Required work:
Provide the count of lines below that include the word "graph", without any accompanying remarks.

Stored data entries
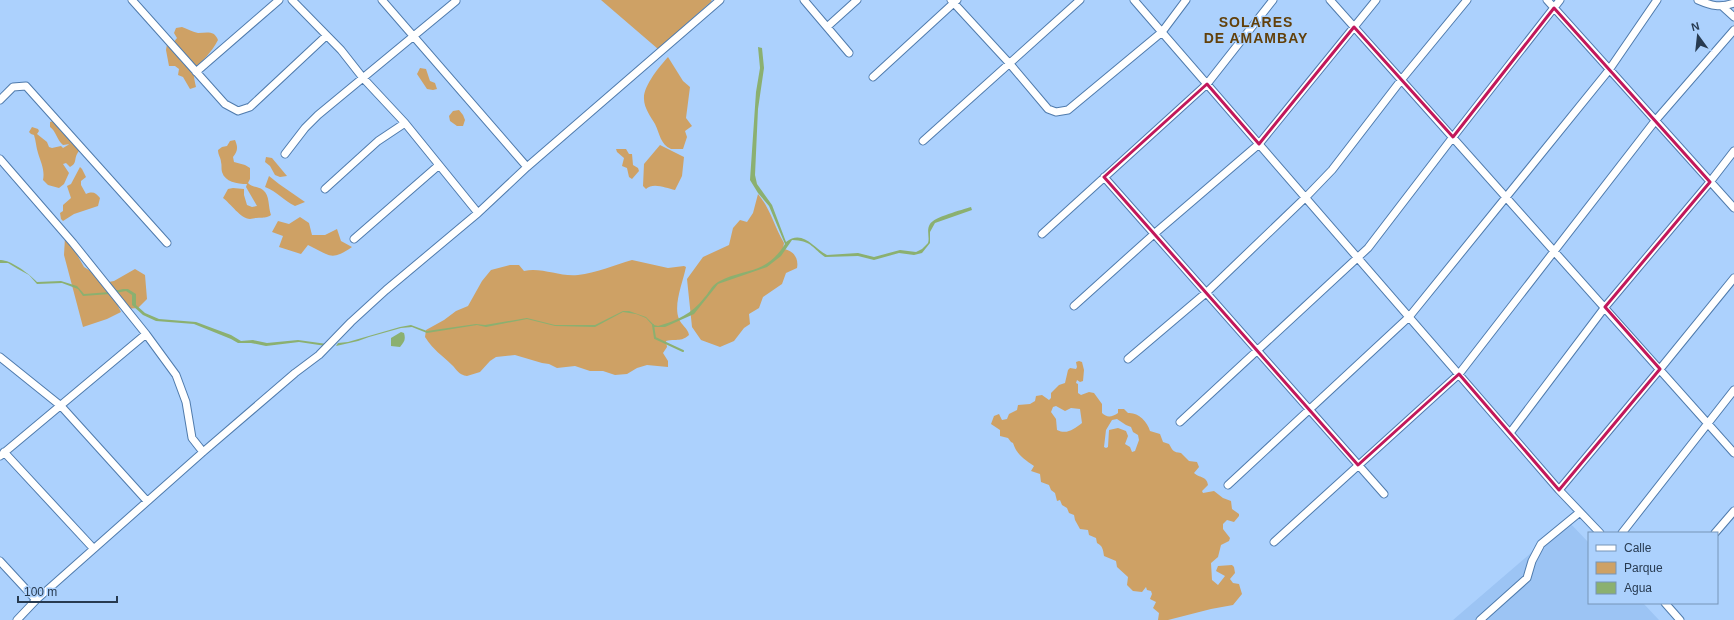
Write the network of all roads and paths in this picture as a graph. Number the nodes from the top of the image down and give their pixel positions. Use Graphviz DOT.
graph roads {
  1 [pos="132,0"];
  2 [pos="279,0"];
  3 [pos="292,0"];
  4 [pos="382,0"];
  5 [pos="720,0"];
  6 [pos="804,0"];
  7 [pos="857,0"];
  8 [pos="1080,0"];
  9 [pos="1134,0"];
  10 [pos="1186,0"];
  11 [pos="1273,0"];
  12 [pos="1330,0"];
  13 [pos="1376,0"];
  14 [pos="1467,0"];
  15 [pos="1546,0"];
  16 [pos="1560,0"];
  17 [pos="1657,0"];
  18 [pos="1698,0"];
  19 [pos="954,1"];
  20 [pos="456,2"];
  21 [pos="1734,3"];
  22 [pos="1723,7"];
  23 [pos="1554,8"];
  24 [pos="1734,17"];
  25 [pos="827,27"];
  26 [pos="1354,27"];
  27 [pos="1734,30"];
  28 [pos="1162,32"];
  29 [pos="326,36"];
  30 [pos="414,36"];
  31 [pos="849,53"];
  32 [pos="1010,64"];
  33 [pos="1609,70"];
  34 [pos="196,72"];
  35 [pos="873,77"];
  36 [pos="363,78"];
  37 [pos="1402,79"];
  38 [pos="1207,84"];
  39 [pos="0,100"];
  40 [pos="1655,121"];
  41 [pos="405,123"];
  42 [pos="1453,137"];
  43 [pos="923,141"];
  44 [pos="1259,144"];
  45 [pos="1734,151"];
  46 [pos="285,154"];
  47 [pos="0,160"];
  48 [pos="439,165"];
  49 [pos="527,167"];
  50 [pos="1104,177"];
  51 [pos="1710,182"];
  52 [pos="325,189"];
  53 [pos="1306,197"];
  54 [pos="1506,197"];
  55 [pos="1734,208"];
  56 [pos="478,213"];
  57 [pos="1042,234"];
  58 [pos="1154,234"];
  59 [pos="354,239"];
  60 [pos="167,243"];
  61 [pos="1554,251"];
  62 [pos="1358,258"];
  63 [pos="1734,278"];
  64 [pos="1206,293"];
  65 [pos="1074,306"];
  66 [pos="1605,307"];
  67 [pos="1409,317"];
  68 [pos="146,334"];
  69 [pos="1257,351"];
  70 [pos="0,357"];
  71 [pos="1128,359"];
  72 [pos="1660,369"];
  73 [pos="1459,374"];
  74 [pos="1734,390"];
  75 [pos="61,406"];
  76 [pos="1309,409"];
  77 [pos="1180,422"];
  78 [pos="1708,423"];
  79 [pos="1510,433"];
  80 [pos="203,452"];
  81 [pos="1734,453"];
  82 [pos="2,454"];
  83 [pos="1358,465"];
  84 [pos="1228,485"];
  85 [pos="1559,490"];
  86 [pos="1384,494"];
  87 [pos="147,501"];
  88 [pos="1734,511"];
  89 [pos="1580,512"];
  90 [pos="1599,532"];
  91 [pos="1623,532"];
  92 [pos="1716,532"];
  93 [pos="1274,542"];
  94 [pos="94,548"];
  95 [pos="0,561"];
  96 [pos="36,600"];
  97 [pos="1666,604"];
  98 [pos="17,620"];
  99 [pos="1480,620"];
  100 [pos="1680,620"];
  1 -- 34 [label="street"];
  2 -- 34 [label="street"];
  3 -- 29 [label="street"];
  4 -- 30 [label="street"];
  5 -- 49 [label="street"];
  6 -- 25 [label="street"];
  7 -- 25 [label="street"];
  8 -- 32 [label="street"];
  9 -- 28 [label="street"];
  10 -- 28 [label="street"];
  11 -- 38 [label="street"];
  12 -- 26 [label="street"];
  13 -- 26 [label="street"];
  14 -- 37 [label="street"];
  15 -- 23 [label="street"];
  16 -- 23 [label="street"];
  17 -- 33 [label="street"];
  18 -- 22 [label="street"];
  19 -- 32 [label="street"];
  19 -- 35 [label="street"];
  20 -- 30 [label="street"];
  21 -- 22 [label="street"];
  22 -- 24 [label="street"];
  23 -- 33 [label="street"];
  23 -- 42 [label="street"];
  25 -- 31 [label="street"];
  26 -- 37 [label="street"];
  26 -- 44 [label="street"];
  27 -- 40 [label="street"];
  28 -- 32 [label="street"];
  28 -- 38 [label="street"];
  29 -- 34 [label="street"];
  29 -- 36 [label="street"];
  30 -- 36 [label="street"];
  30 -- 49 [label="street"];
  32 -- 43 [label="street"];
  33 -- 40 [label="street"];
  33 -- 54 [label="street"];
  36 -- 41 [label="street"];
  36 -- 46 [label="street"];
  37 -- 42 [label="street"];
  37 -- 53 [label="street"];
  38 -- 44 [label="street"];
  38 -- 50 [label="street"];
  39 -- 60 [label="street"];
  40 -- 51 [label="street"];
  40 -- 61 [label="street"];
  41 -- 48 [label="street"];
  41 -- 52 [label="street"];
  42 -- 54 [label="street"];
  42 -- 62 [label="street"];
  44 -- 53 [label="street"];
  44 -- 58 [label="street"];
  45 -- 51 [label="street"];
  47 -- 68 [label="street"];
  48 -- 56 [label="street"];
  48 -- 59 [label="street"];
  49 -- 56 [label="street"];
  50 -- 57 [label="street"];
  50 -- 58 [label="street"];
  51 -- 55 [label="street"];
  51 -- 66 [label="street"];
  53 -- 62 [label="street"];
  53 -- 64 [label="street"];
  54 -- 61 [label="street"];
  54 -- 67 [label="street"];
  56 -- 80 [label="street"];
  58 -- 64 [label="street"];
  58 -- 65 [label="street"];
  61 -- 66 [label="street"];
  61 -- 73 [label="street"];
  62 -- 67 [label="street"];
  62 -- 69 [label="street"];
  63 -- 72 [label="street"];
  64 -- 69 [label="street"];
  64 -- 71 [label="street"];
  66 -- 72 [label="street"];
  66 -- 79 [label="street"];
  67 -- 73 [label="street"];
  67 -- 76 [label="street"];
  68 -- 75 [label="street"];
  68 -- 80 [label="street"];
  69 -- 76 [label="street"];
  69 -- 77 [label="street"];
  70 -- 75 [label="street"];
  72 -- 78 [label="street"];
  72 -- 85 [label="street"];
  73 -- 79 [label="street"];
  73 -- 83 [label="street"];
  74 -- 78 [label="street"];
  75 -- 82 [label="street"];
  75 -- 87 [label="street"];
  76 -- 83 [label="street"];
  76 -- 84 [label="street"];
  78 -- 81 [label="street"];
  78 -- 91 [label="street"];
  79 -- 85 [label="street"];
  80 -- 87 [label="street"];
  82 -- 94 [label="street"];
  83 -- 86 [label="street"];
  83 -- 93 [label="street"];
  85 -- 89 [label="street"];
  87 -- 94 [label="street"];
  88 -- 92 [label="street"];
  89 -- 90 [label="street"];
  89 -- 99 [label="street"];
  94 -- 96 [label="street"];
  95 -- 96 [label="street"];
  96 -- 98 [label="street"];
  97 -- 100 [label="street"];
}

Written solution:
2